──────── DATASET CONTENT ────────
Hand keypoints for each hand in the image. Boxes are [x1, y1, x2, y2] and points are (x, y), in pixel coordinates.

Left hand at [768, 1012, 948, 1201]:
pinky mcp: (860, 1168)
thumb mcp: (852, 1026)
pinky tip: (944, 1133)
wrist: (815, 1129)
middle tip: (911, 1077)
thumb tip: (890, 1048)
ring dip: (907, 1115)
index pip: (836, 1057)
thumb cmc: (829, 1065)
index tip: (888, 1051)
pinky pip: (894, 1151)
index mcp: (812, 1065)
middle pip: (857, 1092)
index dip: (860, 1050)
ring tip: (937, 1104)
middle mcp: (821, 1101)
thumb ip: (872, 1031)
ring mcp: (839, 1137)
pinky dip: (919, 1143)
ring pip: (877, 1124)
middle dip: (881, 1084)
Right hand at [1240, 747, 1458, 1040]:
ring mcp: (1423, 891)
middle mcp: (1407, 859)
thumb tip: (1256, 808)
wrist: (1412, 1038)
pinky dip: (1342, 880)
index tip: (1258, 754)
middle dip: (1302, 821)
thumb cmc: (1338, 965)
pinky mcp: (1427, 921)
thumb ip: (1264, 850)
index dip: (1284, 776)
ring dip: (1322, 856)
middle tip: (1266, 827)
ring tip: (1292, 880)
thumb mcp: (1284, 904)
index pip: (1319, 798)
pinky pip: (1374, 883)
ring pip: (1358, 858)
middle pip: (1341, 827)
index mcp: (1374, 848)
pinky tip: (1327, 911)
────────
──────── DATASET CONTENT ────────
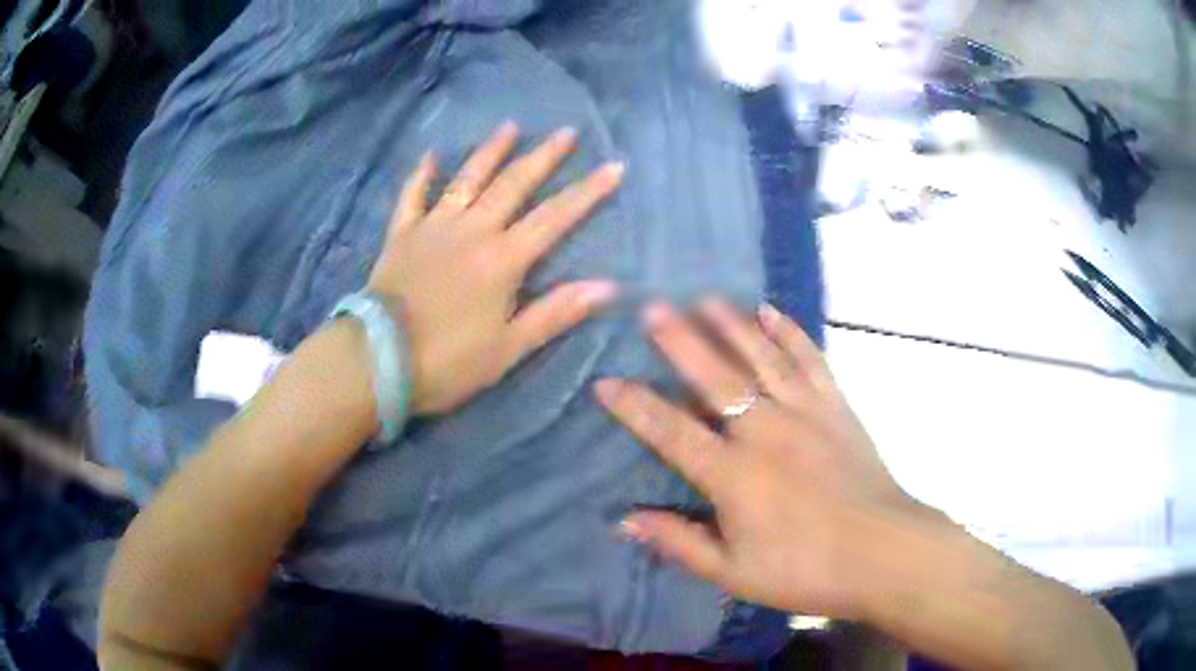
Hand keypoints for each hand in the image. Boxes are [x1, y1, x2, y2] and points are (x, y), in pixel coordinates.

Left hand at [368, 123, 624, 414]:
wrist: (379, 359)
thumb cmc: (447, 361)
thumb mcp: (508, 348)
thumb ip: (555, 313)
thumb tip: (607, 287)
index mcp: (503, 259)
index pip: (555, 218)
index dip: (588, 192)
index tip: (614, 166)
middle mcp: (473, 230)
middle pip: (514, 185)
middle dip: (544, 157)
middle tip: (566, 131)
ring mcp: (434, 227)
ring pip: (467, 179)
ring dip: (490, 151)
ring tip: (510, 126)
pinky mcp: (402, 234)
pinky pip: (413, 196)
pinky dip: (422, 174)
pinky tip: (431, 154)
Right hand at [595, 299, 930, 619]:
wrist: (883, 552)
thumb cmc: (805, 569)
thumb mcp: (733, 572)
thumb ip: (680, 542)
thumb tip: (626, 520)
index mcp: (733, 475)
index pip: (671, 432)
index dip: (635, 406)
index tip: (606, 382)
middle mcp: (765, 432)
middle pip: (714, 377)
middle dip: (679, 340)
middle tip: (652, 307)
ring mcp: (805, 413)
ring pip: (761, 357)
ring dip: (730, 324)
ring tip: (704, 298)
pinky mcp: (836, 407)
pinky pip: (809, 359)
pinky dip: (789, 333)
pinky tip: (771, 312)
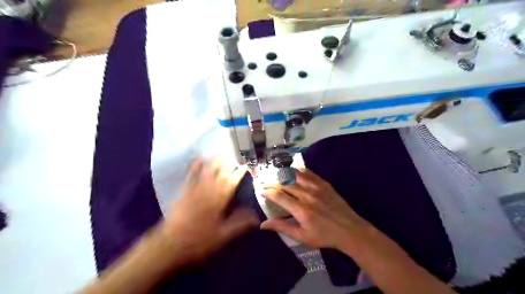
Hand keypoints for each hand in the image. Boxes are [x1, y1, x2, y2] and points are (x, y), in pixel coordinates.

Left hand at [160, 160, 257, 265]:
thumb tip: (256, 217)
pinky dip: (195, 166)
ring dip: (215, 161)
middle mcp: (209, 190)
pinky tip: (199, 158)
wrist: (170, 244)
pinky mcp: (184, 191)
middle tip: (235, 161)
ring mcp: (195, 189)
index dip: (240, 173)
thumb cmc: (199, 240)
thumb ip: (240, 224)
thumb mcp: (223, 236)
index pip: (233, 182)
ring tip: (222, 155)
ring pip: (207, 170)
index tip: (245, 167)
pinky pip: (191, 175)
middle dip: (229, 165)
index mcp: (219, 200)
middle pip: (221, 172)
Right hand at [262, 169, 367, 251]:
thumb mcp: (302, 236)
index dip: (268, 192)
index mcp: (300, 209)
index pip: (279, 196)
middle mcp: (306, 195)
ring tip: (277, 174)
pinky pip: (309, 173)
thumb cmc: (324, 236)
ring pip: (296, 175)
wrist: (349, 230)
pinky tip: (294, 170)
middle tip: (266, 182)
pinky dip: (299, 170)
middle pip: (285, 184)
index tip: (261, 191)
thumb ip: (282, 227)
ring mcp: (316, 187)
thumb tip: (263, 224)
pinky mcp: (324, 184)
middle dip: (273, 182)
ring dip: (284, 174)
────────
§ **WORK REQUEST**: Locate all lines in the listing above with the word "hand" and copy them.

§ **TASK RESULT**:
Hand keypoints for each hand in the image. Boxes are [x1, y1, x2, y2] and points are (x, y), in pixel coordinates.
Left hand at [768, 1012, 948, 1201]:
Right hand at [1240, 747, 1458, 1040]:
Hand keypoints for each hand in the image. Boxes are [x1, y1, x2, y2] and points are (x, y), in pixel coordinates.
Left hand at [368, 123, 624, 414]:
Right hand at [595, 299, 930, 619]:
Hand keypoints for each hand in the image. Boxes are [x1, y1, x2, y2] and points are (x, y), in pixel coordinates.
Left hand at [160, 160, 257, 265]:
Right hand at [262, 169, 367, 251]:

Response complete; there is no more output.